=== Provided information ===

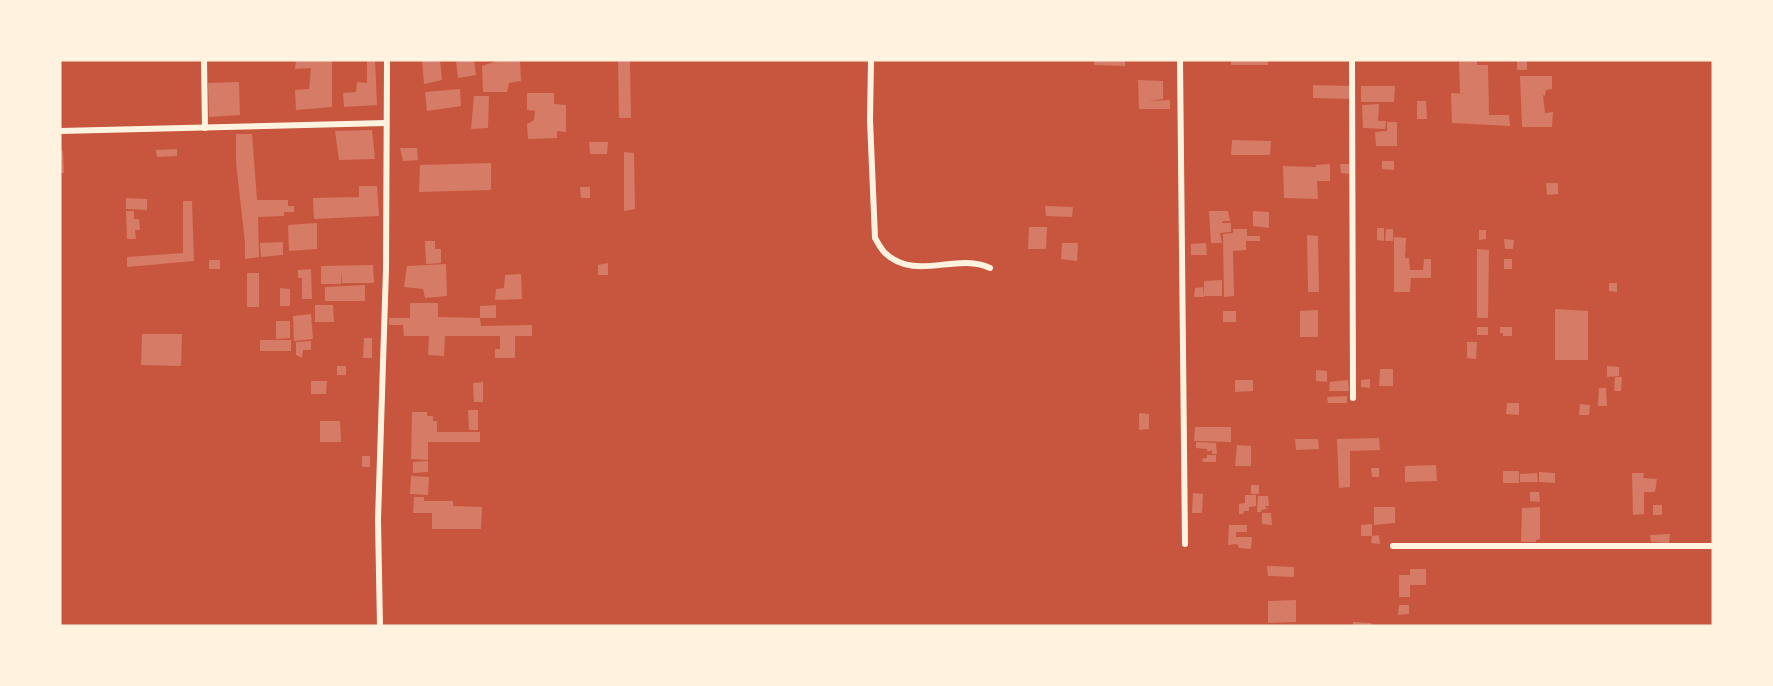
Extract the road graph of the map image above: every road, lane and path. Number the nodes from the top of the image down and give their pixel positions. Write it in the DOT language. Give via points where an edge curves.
graph roads {
  1 [pos="204,60"];
  2 [pos="387,60"];
  3 [pos="871,60"];
  4 [pos="1180,60"];
  5 [pos="1352,60"];
  6 [pos="386,123"];
  7 [pos="205,128"];
  8 [pos="60,131"];
  9 [pos="990,268"];
  10 [pos="1353,398"];
  11 [pos="1185,544"];
  12 [pos="1393,546"];
  13 [pos="1713,546"];
  14 [pos="380,626"];
  1 -- 7 [label="street"];
  2 -- 6 [label="street"];
  3 -- 9 [label="street" via="875,238 885,253 904,265 919,268 963,262"];
  4 -- 11 [label="street"];
  5 -- 10 [label="street"];
  6 -- 7 [label="street"];
  6 -- 14 [label="street" via="378,520"];
  7 -- 8 [label="street"];
  12 -- 13 [label="street"];
}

===

§ **Try it**
If an entry holds a picture, leave the picture out and repeat the rest exactly.

§ **Solution to this task**
Extract the road graph of the map image above: every road, lane and path. Number the nodes from the top of the image down and give their pixel positions. Write it in the DOT language. Give via points where an edge curves.
graph roads {
  1 [pos="204,60"];
  2 [pos="387,60"];
  3 [pos="871,60"];
  4 [pos="1180,60"];
  5 [pos="1352,60"];
  6 [pos="386,123"];
  7 [pos="205,128"];
  8 [pos="60,131"];
  9 [pos="990,268"];
  10 [pos="1353,398"];
  11 [pos="1185,544"];
  12 [pos="1393,546"];
  13 [pos="1713,546"];
  14 [pos="380,626"];
  1 -- 7 [label="street"];
  2 -- 6 [label="street"];
  3 -- 9 [label="street" via="875,238 885,253 904,265 919,268 963,262"];
  4 -- 11 [label="street"];
  5 -- 10 [label="street"];
  6 -- 7 [label="street"];
  6 -- 14 [label="street" via="378,520"];
  7 -- 8 [label="street"];
  12 -- 13 [label="street"];
}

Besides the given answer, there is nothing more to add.